Cybercriminals have a litany of ways to make money. One of these methods is the use of social networks. According to Dr. Mike McGuire, a Senior Lecturer in Criminology at the University of Surrey, black hats generate $3.2 billion ($2.87 billion) per year in social media-enabled cybercrime. What’s more, one in five companies has experienced a malware attack through social media.

LinkedIn, a tool for cybercrime

In July, a cybersecurity company discovered a cybercriminal campaign that infected companies via the social network LinkedIn. The attackers posed as researchers from the University of Cambridge in order to gain their victim’s trust. They then used this trust to trick the victims into opening documents infected with malware.

The attackers were part of APT34, a cyber espionage group with links to the Iranian government, which has been active since at least 2014. The group usually attacks organizations in the financial, government, energy, telecoms and chemical sectors in the US and Middle East. This campaign follows the same modus operandi, since its victims work in the energy, gas and oil sectors, as well as government organizations. All of these areas are of particular strategic interest for anyone who wants to get hold of sensitive information, as well as being particularly lucrative.

LinkedIn message
Example of a LinkedIn message used in the campaign Source:


APT34 used three types of malware in this campaign: Tonedeaf, ValueValut and LongWatch. Tonedeaf is a backdoor that communicates with a single command and control (C&C) server. It supports several commands for collecting system information, uploading and downloading files, and executing arbitrary shell commands.

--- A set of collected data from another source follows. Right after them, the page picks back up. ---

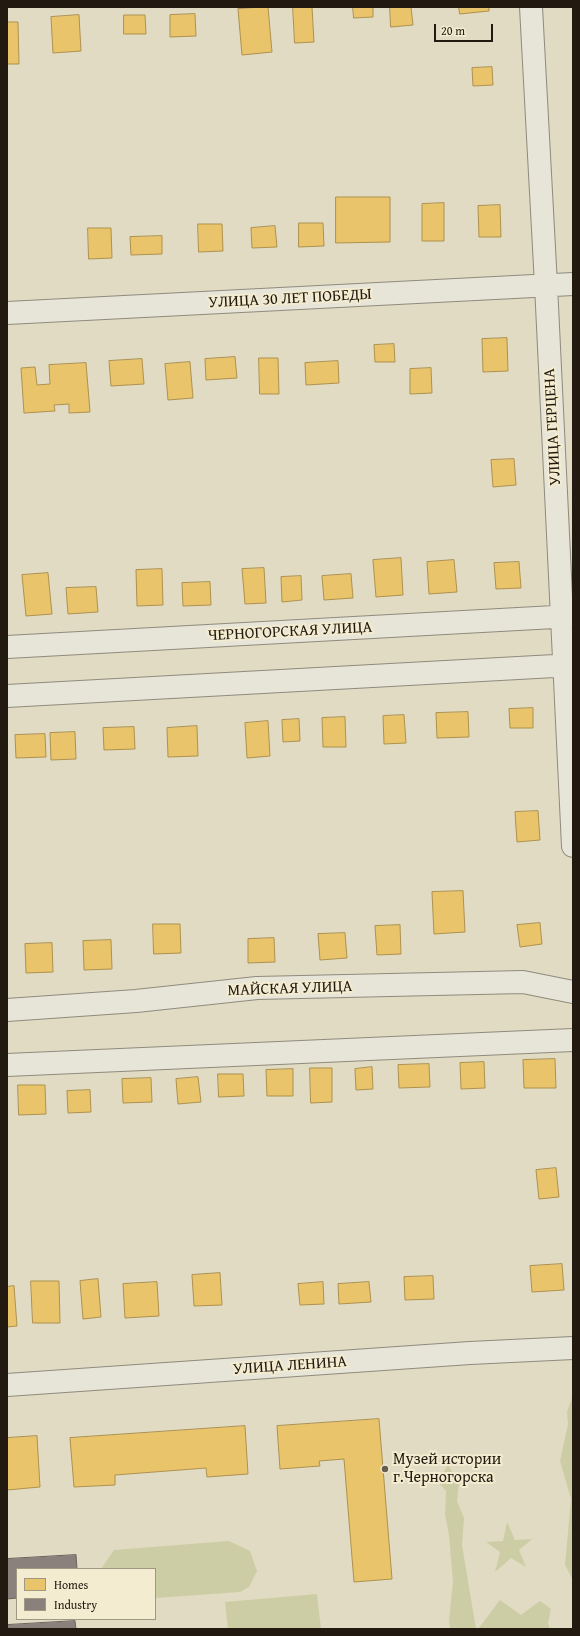 <!DOCTYPE html>
<html>
<head>
<meta charset="utf-8">
<style>
  body { margin:0 }
  #map { position:relative; width:580px; height:1636px; overflow:hidden; background:#e1dbc3; font-family:"Gentium Book Plus",serif }
  canvas { display:block }
  .frame { position:absolute; inset:0; border:8px solid #221910; pointer-events:none }
  .legend { position:absolute; left:16px; top:1568px; width:140px; height:52px; box-sizing:border-box; background:#f4ecd0; border:1px solid #a09883; margin:0; padding:5px 7px; list-style:none; font-size:12px; color:#221910 }
  .legend li { display:flex; align-items:center; gap:8px; height:20px }
  .legend b { width:20px; border:1px solid #a09883 }
  .scale { position:absolute; left:434px; top:24px; width:59px; height:18px; box-sizing:border-box; border:2px solid #221910; border-top:0; padding-left:5px; font-size:12px; line-height:14px; white-space:nowrap; color:#221910; -webkit-text-stroke:3px #f4ecd0; paint-order:stroke }
</style>
</head>
<body>
<div id="map">
<canvas width="580" height="1636"></canvas>
<div class="frame"></div>
<ul class="legend">
<li><b style="height:11px;background:#e9c46a"></b>Homes</li>
<li><b style="height:11px;background:#8a817c"></b>Industry</li>
</ul>
<div class="scale">20 m</div>
</div>
<script>
const context = document.querySelector('canvas').getContext('2d');
context.lineJoin = 'round';
function fillPath(path, color) { context.fillStyle = color; context.fill(path, 'evenodd'); }
function stroke(path, color, width, dash) { context.strokeStyle = color; context.lineWidth = width; context.lineCap = dash ? 'butt' : 'round'; context.setLineDash(dash || []); context.stroke(path); }
function drawText(font, color, halo, rows, align = 'center') {
  context.font = font + ' "Gentium Book Plus",serif'; context.lineWidth = 4; context.setLineDash([]); context.textBaseline = 'middle'; context.strokeStyle = halo; context.fillStyle = color; for (const [text, x, y, turn = 0] of rows) {
    context.save(); context.translate(x, y); context.rotate((+turn || 0) * Math.PI / 180); context.textAlign = isNaN(turn) ? turn : align; if (halo) context.strokeText(text, 0, 0); context.fillText(text, 0, 0); context.restore();
  }
}
fillPath(new Path2D(`
  M 573,1395 L 573,1580 L 565,1565 L 571,1499 L 560,1461 L 568,1424 L 567,1412 Z
  M 448,1465 L 459,1483 L 457,1501 L 464,1518 L 462,1545 L 476,1629 L 450,1629 L 449,1620 L 453,1582 L 449,1535 L 445,1514 L 446,1491 L 438,1482 Z
  M 507,1522 L 515,1540 L 532,1539 L 519,1550 L 526,1567 L 511,1558 L 495,1572 L 500,1552 L 486,1542 L 503,1541 Z
  M 229,1541 L 250,1551 L 257,1571 L 249,1587 L 240,1592 L 155,1598 L 155,1569 L 101,1569 L 114,1550 Z
  M 317,1594 L 321,1629 L 228,1629 L 225,1602 Z
  M 500,1600 L 521,1615 L 540,1601 L 551,1609 L 548,1623 L 550,1629 L 478,1629 Z`), '#cccda5');
const homes = new Path2D(`
  M 268,7 L 272,52 L 242,55 L 238,9 Z
  M 293,7 L 312,7 L 314,42 L 295,43 Z
  M 353,7 L 373,7 L 373,17 L 354,18 Z
  M 390,7 L 411,7 L 413,25 L 391,27 Z
  M 459,7 L 489,7 L 489,11 L 460,14 Z
  M 195,14 L 196,36 L 170,37 L 170,15 Z
  M 79,15 L 81,51 L 53,53 L 51,17 Z
  M 124,15 L 145,15 L 146,34 L 124,34 Z
  M 7,22 L 18,22 L 19,64 L 7,64 Z
  M 492,67 L 493,85 L 473,86 L 472,68 Z
  M 336,197 L 390,197 L 390,242 L 336,243 Z
  M 444,203 L 444,241 L 422,241 L 422,204 Z
  M 500,205 L 501,237 L 479,237 L 478,206 Z
  M 299,223 L 323,223 L 324,246 L 299,247 Z
  M 198,224 L 222,224 L 223,251 L 199,252 Z
  M 275,226 L 277,247 L 252,248 L 251,228 Z
  M 88,228 L 111,228 L 112,258 L 89,259 Z
  M 162,236 L 162,254 L 131,255 L 130,237 Z
  M 507,338 L 508,371 L 483,372 L 482,339 Z
  M 394,344 L 395,362 L 375,362 L 374,345 Z
  M 235,357 L 237,378 L 206,380 L 205,359 Z
  M 259,358 L 278,358 L 279,394 L 260,394 Z
  M 142,359 L 144,384 L 111,386 L 109,361 Z
  M 338,361 L 339,383 L 306,385 L 305,363 Z
  M 190,362 L 193,398 L 168,400 L 165,364 Z
  M 86,363 L 90,412 L 69,413 L 69,404 L 54,405 L 55,411 L 24,413 L 21,368 L 35,367 L 37,385 L 50,384 L 49,365 Z
  M 431,368 L 432,393 L 410,394 L 410,369 Z
  M 514,459 L 516,485 L 493,487 L 491,460 Z
  M 401,558 L 403,595 L 376,597 L 373,560 Z
  M 454,560 L 457,592 L 429,594 L 427,562 Z
  M 519,562 L 521,588 L 496,589 L 494,563 Z
  M 264,568 L 266,603 L 245,604 L 242,569 Z
  M 162,569 L 163,605 L 137,606 L 136,570 Z
  M 48,573 L 52,614 L 26,616 L 22,575 Z
  M 351,574 L 353,598 L 324,600 L 322,576 Z
  M 301,576 L 302,600 L 282,602 L 281,577 Z
  M 210,582 L 211,605 L 183,606 L 182,583 Z
  M 96,587 L 98,612 L 68,614 L 66,588 Z
  M 533,708 L 533,728 L 510,728 L 509,709 Z
  M 468,712 L 469,737 L 437,738 L 436,713 Z
  M 404,715 L 406,743 L 384,744 L 383,716 Z
  M 345,717 L 346,747 L 323,747 L 322,718 Z
  M 299,719 L 300,741 L 283,742 L 282,720 Z
  M 268,721 L 270,756 L 247,758 L 245,723 Z
  M 197,726 L 198,756 L 168,757 L 167,728 Z
  M 134,727 L 135,749 L 104,750 L 103,728 Z
  M 75,732 L 76,759 L 51,760 L 50,733 Z
  M 45,734 L 46,757 L 16,758 L 15,735 Z
  M 538,811 L 540,840 L 517,842 L 515,812 Z
  M 463,891 L 465,932 L 434,934 L 432,892 Z
  M 540,923 L 542,944 L 520,947 L 517,925 Z
  M 153,924 L 180,924 L 181,953 L 154,954 Z
  M 400,925 L 401,954 L 377,955 L 375,926 Z
  M 345,933 L 347,958 L 320,960 L 318,934 Z
  M 274,938 L 275,962 L 248,963 L 248,939 Z
  M 111,940 L 112,969 L 84,970 L 83,941 Z
  M 52,943 L 53,972 L 26,973 L 25,944 Z
  M 555,1059 L 556,1088 L 524,1088 L 523,1060 Z
  M 484,1062 L 485,1088 L 461,1089 L 460,1063 Z
  M 429,1064 L 430,1087 L 399,1088 L 398,1065 Z
  M 372,1067 L 373,1089 L 356,1090 L 355,1069 Z
  M 310,1068 L 332,1068 L 332,1102 L 311,1103 Z
  M 293,1069 L 293,1096 L 267,1096 L 266,1070 Z
  M 218,1074 L 243,1074 L 244,1096 L 219,1097 Z
  M 198,1077 L 201,1102 L 178,1104 L 176,1079 Z
  M 151,1078 L 152,1102 L 123,1103 L 122,1079 Z
  M 18,1085 L 45,1085 L 46,1114 L 19,1115 Z
  M 90,1090 L 91,1112 L 68,1113 L 67,1091 Z
  M 556,1168 L 559,1197 L 539,1199 L 536,1170 Z
  M 562,1264 L 564,1290 L 532,1292 L 530,1266 Z
  M 220,1273 L 222,1305 L 194,1306 L 192,1275 Z
  M 433,1276 L 434,1299 L 405,1300 L 404,1277 Z
  M 98,1279 L 101,1317 L 83,1319 L 80,1281 Z
  M 31,1281 L 59,1281 L 60,1323 L 33,1323 Z
  M 157,1282 L 159,1316 L 125,1318 L 123,1284 Z
  M 323,1282 L 324,1304 L 300,1305 L 298,1284 Z
  M 369,1282 L 371,1302 L 339,1304 L 338,1284 Z
  M 14,1286 L 17,1326 L 7,1327 L 7,1287 Z
  M 379,1419 L 392,1579 L 354,1582 L 344,1459 L 319,1461 L 320,1466 L 280,1469 L 277,1426 Z
  M 245,1426 L 248,1474 L 207,1477 L 206,1468 L 115,1475 L 115,1485 L 74,1487 L 70,1438 Z
  M 37,1436 L 40,1487 L 7,1490 L 7,1438 Z`);
fillPath(homes, '#e9c46a');
stroke(homes, '#ad914f', 1);
const industry = new Path2D(`
  M 76,1555 L 77,1569 L 17,1569 L 17,1598 L 7,1599 L 7,1559 Z
  M 75,1621 L 76,1629 L 7,1629 L 7,1625 Z`);
fillPath(industry, '#8a817c');
stroke(industry, '#6b625c', 1);
const minor = new Path2D(`
  M 531,7 L 546,285 L 573,846
  M 7,313 L 573,284
  M 7,647 L 573,616
  M 7,696 L 573,665
  M 7,1010 L 136,1001 L 257,988 L 523,982 L 573,992
  M 7,1065 L 573,1040
  M 7,1385 L 470,1353 L 573,1348`);
stroke(minor, '#8f8b7d', 24);
stroke(minor, '#e7e4d8', 22);
for (const [x, y, r, color] of [
  [385,1469,4,"#655d4f"]
]) { const dot = new Path2D(); dot.arc(x, y, r, 0, 2 * Math.PI); context.fillStyle = color; context.fill(dot); stroke(dot, '#f4ecd0', 1.5); }
drawText('16px', '#221910', '#f4ecd0', [
  ["УЛИЦА 30 ЛЕТ ПОБЕДЫ",290,299,-3],
  ["УЛИЦА ГЕРЦЕНА",553,427,-93],
  ["ЧЕРНОГОРСКАЯ УЛИЦА",290,632,-3],
  ["МАЙСКАЯ УЛИЦА",290,989,-2],
  ["УЛИЦА ЛЕНИНА",290,1366,-4]
]);
drawText('16px', '#221910', '#f4ecd0', [
  ["Музей истории",393,1460],
  ["г.Черногорска",393,1478]
], 'left');
</script>
</body>
</html>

ValueVault is used to steal Windows system credentials, while Longwatch is a keylogger that exports information about keystrokes to a log.txt file in a Windows temp folder. These three pieces of malware were delivered via a weaponized Excel called “ERFT-Details.xls”.

The dangers of social engineering

The tactic of gaining a victim’s trust in order to get them to download infected files has been seen in other campaigns. In this case, the attackers started the conversation by requesting the victim’s CV for a potential job opportunity.

This technique is called social engineering. It consists of making the victim believe that the attacker is someone they can trust. The attacker can use this trust to different ends, not just downloading malware. One cybercriminal tactic that often makes use of social engineering are BEC scams (business email compromise), which consist of tricking an employee into making a fraudulent bank transfer.

The keys to protecting your company

The first line of defense against attacks of this kind is, without a doubt, awareness. To stop an attacker from being able to get into your company with infected files and social engineering tactics, every employee must be aware of this kind of threat. It is also essential that they know what they must do if they are faced with this kind of incident.

Here, training is another key concept. Employees must be taught that any member of an organization can be victim of an attack of this kind, not just the top management, and that they too can become a way in for a cyberattack that could endanger the whole organization.

It is also important that they know how to recognize a suspicious email or message. Is the email address really an actual company’s email address? Does the sender’s name appear on the website of the company they supposedly work for? If they have even the slightest doubt about the origins of an email, they mustn’t respond and, more importantly still, must never download any attachments. In these cases, the IT team should be the first point of contact.

Even if employees are perfectly trained in how to prevent social engineering attacks, it is also vital to have an advanced cybersecurity protection to detect, identify and stop threats. Panda Adaptive Defense monitors an company’s IT systems constantly to ensure that no cyberthreat can endanger our organization.

With this combination of employee awareness and IT professionals who have the best advanced cybersecurity solutions to carry out their work, you can ensure that your company will be protected.